Work request: Return the entries below verbatim. Pictures stay out.

Dataset content:
☆ ☆ ☆ ☆ ☆
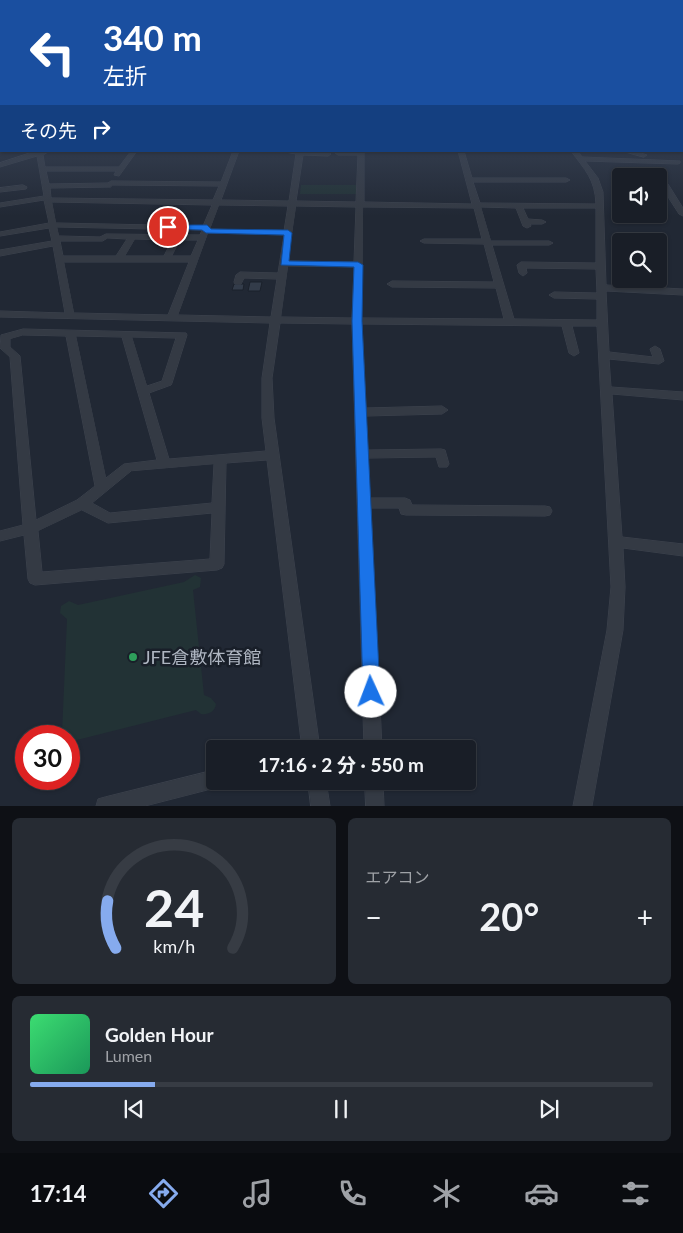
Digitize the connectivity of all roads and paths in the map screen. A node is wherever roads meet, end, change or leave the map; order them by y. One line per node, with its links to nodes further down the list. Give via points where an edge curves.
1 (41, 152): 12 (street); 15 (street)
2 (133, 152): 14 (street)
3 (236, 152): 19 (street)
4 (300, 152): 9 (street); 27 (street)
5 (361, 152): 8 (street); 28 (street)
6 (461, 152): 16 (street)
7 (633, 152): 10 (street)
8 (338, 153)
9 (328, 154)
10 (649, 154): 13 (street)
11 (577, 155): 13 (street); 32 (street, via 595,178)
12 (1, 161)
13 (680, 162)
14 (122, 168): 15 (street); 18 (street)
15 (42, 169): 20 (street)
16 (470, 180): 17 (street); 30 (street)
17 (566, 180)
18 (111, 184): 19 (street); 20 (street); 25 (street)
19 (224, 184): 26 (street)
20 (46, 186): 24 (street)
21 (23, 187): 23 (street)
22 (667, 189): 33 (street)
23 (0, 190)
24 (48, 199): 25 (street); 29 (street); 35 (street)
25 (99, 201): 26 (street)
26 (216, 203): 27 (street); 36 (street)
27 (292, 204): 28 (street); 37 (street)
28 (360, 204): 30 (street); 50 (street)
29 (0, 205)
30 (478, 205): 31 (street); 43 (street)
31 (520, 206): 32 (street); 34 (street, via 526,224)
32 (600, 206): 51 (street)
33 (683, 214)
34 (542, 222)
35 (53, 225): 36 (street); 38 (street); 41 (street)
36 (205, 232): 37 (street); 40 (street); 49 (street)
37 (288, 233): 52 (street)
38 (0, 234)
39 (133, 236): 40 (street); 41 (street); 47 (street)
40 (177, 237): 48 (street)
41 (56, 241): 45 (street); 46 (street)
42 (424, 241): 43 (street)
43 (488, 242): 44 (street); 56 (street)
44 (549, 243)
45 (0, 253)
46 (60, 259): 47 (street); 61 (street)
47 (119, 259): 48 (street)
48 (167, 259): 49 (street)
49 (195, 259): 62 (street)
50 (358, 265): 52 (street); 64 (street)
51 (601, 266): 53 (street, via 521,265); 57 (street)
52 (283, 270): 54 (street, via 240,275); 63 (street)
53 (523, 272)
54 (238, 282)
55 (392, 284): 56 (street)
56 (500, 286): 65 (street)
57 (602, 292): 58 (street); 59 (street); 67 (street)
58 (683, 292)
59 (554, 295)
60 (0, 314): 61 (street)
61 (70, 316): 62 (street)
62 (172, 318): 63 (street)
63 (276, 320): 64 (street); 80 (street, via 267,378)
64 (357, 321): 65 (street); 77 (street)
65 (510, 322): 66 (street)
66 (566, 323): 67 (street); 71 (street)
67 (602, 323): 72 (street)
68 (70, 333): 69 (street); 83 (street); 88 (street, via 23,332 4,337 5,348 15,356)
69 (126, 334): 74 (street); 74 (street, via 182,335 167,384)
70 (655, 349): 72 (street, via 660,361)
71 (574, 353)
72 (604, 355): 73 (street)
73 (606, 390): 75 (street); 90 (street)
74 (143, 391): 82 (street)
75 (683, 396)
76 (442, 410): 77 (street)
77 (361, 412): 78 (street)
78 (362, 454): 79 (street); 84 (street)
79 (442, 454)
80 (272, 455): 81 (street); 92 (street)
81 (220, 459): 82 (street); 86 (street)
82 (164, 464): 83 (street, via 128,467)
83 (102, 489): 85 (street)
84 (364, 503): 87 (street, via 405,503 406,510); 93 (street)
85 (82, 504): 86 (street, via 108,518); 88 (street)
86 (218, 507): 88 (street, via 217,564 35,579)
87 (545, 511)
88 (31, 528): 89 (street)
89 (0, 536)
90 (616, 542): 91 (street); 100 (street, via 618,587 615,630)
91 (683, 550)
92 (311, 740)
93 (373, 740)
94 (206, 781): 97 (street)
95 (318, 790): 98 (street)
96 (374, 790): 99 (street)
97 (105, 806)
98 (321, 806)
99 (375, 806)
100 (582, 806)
☆ ☆ ☆ ☆ ☆
Task solution:
Digitize the connectivity of all roads and paths in the map screen. A node is wherever roads meet, end, change or leave the map; order them by y. One line per node, with its links to nodes further down the list. Give via points where an edge curves.
1 (41, 152): 12 (street); 15 (street)
2 (133, 152): 14 (street)
3 (236, 152): 19 (street)
4 (300, 152): 9 (street); 27 (street)
5 (361, 152): 8 (street); 28 (street)
6 (461, 152): 16 (street)
7 (633, 152): 10 (street)
8 (338, 153)
9 (328, 154)
10 (649, 154): 13 (street)
11 (577, 155): 13 (street); 32 (street, via 595,178)
12 (1, 161)
13 (680, 162)
14 (122, 168): 15 (street); 18 (street)
15 (42, 169): 20 (street)
16 (470, 180): 17 (street); 30 (street)
17 (566, 180)
18 (111, 184): 19 (street); 20 (street); 25 (street)
19 (224, 184): 26 (street)
20 (46, 186): 24 (street)
21 (23, 187): 23 (street)
22 (667, 189): 33 (street)
23 (0, 190)
24 (48, 199): 25 (street); 29 (street); 35 (street)
25 (99, 201): 26 (street)
26 (216, 203): 27 (street); 36 (street)
27 (292, 204): 28 (street); 37 (street)
28 (360, 204): 30 (street); 50 (street)
29 (0, 205)
30 (478, 205): 31 (street); 43 (street)
31 (520, 206): 32 (street); 34 (street, via 526,224)
32 (600, 206): 51 (street)
33 (683, 214)
34 (542, 222)
35 (53, 225): 36 (street); 38 (street); 41 (street)
36 (205, 232): 37 (street); 40 (street); 49 (street)
37 (288, 233): 52 (street)
38 (0, 234)
39 (133, 236): 40 (street); 41 (street); 47 (street)
40 (177, 237): 48 (street)
41 (56, 241): 45 (street); 46 (street)
42 (424, 241): 43 (street)
43 (488, 242): 44 (street); 56 (street)
44 (549, 243)
45 (0, 253)
46 (60, 259): 47 (street); 61 (street)
47 (119, 259): 48 (street)
48 (167, 259): 49 (street)
49 (195, 259): 62 (street)
50 (358, 265): 52 (street); 64 (street)
51 (601, 266): 53 (street, via 521,265); 57 (street)
52 (283, 270): 54 (street, via 240,275); 63 (street)
53 (523, 272)
54 (238, 282)
55 (392, 284): 56 (street)
56 (500, 286): 65 (street)
57 (602, 292): 58 (street); 59 (street); 67 (street)
58 (683, 292)
59 (554, 295)
60 (0, 314): 61 (street)
61 (70, 316): 62 (street)
62 (172, 318): 63 (street)
63 (276, 320): 64 (street); 80 (street, via 267,378)
64 (357, 321): 65 (street); 77 (street)
65 (510, 322): 66 (street)
66 (566, 323): 67 (street); 71 (street)
67 (602, 323): 72 (street)
68 (70, 333): 69 (street); 83 (street); 88 (street, via 23,332 4,337 5,348 15,356)
69 (126, 334): 74 (street); 74 (street, via 182,335 167,384)
70 (655, 349): 72 (street, via 660,361)
71 (574, 353)
72 (604, 355): 73 (street)
73 (606, 390): 75 (street); 90 (street)
74 (143, 391): 82 (street)
75 (683, 396)
76 (442, 410): 77 (street)
77 (361, 412): 78 (street)
78 (362, 454): 79 (street); 84 (street)
79 (442, 454)
80 (272, 455): 81 (street); 92 (street)
81 (220, 459): 82 (street); 86 (street)
82 (164, 464): 83 (street, via 128,467)
83 (102, 489): 85 (street)
84 (364, 503): 87 (street, via 405,503 406,510); 93 (street)
85 (82, 504): 86 (street, via 108,518); 88 (street)
86 (218, 507): 88 (street, via 217,564 35,579)
87 (545, 511)
88 (31, 528): 89 (street)
89 (0, 536)
90 (616, 542): 91 (street); 100 (street, via 618,587 615,630)
91 (683, 550)
92 (311, 740)
93 (373, 740)
94 (206, 781): 97 (street)
95 (318, 790): 98 (street)
96 (374, 790): 99 (street)
97 (105, 806)
98 (321, 806)
99 (375, 806)
100 (582, 806)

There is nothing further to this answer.